**Exercise**
Find the word "вулиця" in the listing below, then return every line it appears in.

**Data extract**
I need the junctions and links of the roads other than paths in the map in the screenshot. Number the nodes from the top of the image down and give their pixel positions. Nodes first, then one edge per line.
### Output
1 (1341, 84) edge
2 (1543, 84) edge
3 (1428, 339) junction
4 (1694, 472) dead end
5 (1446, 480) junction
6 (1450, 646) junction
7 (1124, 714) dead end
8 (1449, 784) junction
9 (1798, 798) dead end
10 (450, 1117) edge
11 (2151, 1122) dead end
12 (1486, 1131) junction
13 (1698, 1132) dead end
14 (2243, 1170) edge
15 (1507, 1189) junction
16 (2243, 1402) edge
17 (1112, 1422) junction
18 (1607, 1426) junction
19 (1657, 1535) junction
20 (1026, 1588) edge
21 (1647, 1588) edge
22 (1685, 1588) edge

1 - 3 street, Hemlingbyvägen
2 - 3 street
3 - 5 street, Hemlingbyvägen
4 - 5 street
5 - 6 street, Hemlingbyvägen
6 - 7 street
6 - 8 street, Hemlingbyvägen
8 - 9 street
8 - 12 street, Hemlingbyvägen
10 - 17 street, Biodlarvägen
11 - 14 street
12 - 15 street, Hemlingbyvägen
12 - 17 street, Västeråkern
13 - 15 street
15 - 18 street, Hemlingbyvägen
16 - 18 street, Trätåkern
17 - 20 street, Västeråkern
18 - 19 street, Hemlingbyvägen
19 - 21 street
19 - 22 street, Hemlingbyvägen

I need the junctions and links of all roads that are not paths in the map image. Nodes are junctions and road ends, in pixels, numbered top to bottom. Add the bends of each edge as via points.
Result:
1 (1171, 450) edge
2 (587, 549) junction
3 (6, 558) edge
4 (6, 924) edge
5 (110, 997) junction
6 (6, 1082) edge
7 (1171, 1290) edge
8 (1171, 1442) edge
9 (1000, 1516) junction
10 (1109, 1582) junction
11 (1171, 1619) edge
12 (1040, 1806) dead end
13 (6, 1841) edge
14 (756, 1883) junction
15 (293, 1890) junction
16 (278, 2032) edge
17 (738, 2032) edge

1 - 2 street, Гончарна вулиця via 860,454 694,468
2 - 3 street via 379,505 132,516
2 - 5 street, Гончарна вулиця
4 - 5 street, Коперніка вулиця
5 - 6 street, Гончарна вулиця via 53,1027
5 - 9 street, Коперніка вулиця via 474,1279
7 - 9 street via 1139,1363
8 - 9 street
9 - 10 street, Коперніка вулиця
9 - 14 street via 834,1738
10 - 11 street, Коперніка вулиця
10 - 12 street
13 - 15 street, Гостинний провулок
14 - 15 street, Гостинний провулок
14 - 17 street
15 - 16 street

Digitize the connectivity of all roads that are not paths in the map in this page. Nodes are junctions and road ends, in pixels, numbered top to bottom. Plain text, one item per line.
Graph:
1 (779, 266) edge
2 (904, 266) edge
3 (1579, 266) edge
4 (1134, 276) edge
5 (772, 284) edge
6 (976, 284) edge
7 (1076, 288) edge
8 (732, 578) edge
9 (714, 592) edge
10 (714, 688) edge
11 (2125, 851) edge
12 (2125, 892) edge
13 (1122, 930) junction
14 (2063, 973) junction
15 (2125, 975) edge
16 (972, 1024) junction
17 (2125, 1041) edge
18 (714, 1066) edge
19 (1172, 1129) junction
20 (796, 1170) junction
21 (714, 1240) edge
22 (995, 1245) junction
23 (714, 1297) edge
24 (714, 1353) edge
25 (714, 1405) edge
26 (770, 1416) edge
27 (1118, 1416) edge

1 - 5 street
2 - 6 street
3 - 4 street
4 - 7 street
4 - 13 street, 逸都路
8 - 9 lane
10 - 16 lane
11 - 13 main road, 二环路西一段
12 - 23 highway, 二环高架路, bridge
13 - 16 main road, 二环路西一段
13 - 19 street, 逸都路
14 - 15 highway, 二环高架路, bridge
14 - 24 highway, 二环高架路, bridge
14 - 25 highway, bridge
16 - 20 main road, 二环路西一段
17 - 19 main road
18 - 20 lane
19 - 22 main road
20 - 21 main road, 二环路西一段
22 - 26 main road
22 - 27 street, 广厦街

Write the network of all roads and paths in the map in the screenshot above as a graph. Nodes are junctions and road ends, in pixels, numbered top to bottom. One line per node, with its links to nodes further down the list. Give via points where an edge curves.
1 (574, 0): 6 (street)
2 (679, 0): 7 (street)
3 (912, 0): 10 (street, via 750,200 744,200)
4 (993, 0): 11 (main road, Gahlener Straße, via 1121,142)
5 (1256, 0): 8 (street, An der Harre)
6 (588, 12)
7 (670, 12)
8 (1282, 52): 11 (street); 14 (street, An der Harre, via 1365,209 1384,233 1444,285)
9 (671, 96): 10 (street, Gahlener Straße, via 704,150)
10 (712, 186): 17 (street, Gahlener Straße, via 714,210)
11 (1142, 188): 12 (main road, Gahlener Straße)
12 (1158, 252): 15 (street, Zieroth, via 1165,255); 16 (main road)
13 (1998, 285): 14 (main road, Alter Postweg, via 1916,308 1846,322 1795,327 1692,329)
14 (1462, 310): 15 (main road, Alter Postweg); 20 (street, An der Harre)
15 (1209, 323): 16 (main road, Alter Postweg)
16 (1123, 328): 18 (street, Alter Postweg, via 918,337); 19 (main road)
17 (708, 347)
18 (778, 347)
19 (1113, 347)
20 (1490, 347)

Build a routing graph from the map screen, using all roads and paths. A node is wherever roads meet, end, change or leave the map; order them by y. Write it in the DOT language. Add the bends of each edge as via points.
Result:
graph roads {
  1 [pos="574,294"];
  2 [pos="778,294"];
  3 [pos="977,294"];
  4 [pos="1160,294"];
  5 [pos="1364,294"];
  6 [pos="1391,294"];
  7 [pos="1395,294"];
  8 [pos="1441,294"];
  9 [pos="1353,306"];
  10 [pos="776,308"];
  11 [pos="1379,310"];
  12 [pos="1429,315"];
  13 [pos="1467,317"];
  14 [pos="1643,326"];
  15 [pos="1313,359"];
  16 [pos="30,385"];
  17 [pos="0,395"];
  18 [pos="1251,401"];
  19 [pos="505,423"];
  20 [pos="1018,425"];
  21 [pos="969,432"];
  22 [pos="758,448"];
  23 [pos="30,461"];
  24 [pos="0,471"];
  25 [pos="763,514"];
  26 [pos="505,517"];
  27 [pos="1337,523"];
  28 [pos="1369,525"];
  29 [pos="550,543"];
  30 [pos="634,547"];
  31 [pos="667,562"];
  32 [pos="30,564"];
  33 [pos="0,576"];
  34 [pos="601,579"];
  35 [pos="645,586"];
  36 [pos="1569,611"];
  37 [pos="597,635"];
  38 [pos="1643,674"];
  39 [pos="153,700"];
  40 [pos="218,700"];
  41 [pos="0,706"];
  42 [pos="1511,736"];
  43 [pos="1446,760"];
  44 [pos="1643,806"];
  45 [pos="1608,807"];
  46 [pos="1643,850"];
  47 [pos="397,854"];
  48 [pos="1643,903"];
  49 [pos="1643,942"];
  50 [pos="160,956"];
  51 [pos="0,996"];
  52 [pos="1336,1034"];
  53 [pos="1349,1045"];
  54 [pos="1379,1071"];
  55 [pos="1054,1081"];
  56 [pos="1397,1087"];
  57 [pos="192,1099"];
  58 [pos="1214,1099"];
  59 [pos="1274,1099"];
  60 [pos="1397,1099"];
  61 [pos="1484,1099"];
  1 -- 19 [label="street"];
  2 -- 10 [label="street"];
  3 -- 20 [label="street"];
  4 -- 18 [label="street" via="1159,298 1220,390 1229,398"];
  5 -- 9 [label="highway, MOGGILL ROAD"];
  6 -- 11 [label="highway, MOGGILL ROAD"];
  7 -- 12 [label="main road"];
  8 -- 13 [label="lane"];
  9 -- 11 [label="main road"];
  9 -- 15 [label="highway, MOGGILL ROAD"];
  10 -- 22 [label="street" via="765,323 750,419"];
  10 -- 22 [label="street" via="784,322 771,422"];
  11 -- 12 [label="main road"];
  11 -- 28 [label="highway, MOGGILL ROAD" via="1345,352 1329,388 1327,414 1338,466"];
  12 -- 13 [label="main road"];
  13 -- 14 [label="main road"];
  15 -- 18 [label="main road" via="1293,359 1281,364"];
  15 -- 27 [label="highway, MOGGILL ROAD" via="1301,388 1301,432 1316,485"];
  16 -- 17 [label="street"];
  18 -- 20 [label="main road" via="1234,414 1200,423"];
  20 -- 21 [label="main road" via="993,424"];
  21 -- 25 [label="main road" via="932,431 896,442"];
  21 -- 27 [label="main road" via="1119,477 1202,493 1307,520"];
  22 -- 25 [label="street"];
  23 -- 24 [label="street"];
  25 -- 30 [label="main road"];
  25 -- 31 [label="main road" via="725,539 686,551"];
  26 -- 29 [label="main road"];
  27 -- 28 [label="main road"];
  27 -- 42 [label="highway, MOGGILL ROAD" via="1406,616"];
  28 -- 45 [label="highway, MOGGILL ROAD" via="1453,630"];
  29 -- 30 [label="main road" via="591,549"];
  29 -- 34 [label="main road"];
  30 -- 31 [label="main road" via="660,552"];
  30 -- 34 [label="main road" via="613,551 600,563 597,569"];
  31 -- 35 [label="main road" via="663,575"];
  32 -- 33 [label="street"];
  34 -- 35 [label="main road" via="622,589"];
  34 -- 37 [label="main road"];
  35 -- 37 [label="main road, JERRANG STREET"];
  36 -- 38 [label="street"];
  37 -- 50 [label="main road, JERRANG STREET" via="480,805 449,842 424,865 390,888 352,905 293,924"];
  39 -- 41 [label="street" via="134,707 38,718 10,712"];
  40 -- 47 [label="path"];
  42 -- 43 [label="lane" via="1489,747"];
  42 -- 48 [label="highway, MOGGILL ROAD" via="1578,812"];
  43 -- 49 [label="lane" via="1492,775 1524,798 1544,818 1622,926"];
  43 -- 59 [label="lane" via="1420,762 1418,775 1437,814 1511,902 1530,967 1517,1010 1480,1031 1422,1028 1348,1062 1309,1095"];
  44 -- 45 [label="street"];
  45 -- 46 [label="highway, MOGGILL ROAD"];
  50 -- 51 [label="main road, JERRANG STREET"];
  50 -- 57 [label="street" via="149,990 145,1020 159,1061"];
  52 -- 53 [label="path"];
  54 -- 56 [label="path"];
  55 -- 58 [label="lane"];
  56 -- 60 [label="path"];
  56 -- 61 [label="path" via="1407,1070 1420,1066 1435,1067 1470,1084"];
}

**Answer space**
1 - 2 street, Гончарна вулиця via 860,454 694,468
2 - 5 street, Гончарна вулиця
4 - 5 street, Коперніка вулиця
5 - 6 street, Гончарна вулиця via 53,1027
5 - 9 street, Коперніка вулиця via 474,1279
9 - 10 street, Коперніка вулиця
10 - 11 street, Коперніка вулиця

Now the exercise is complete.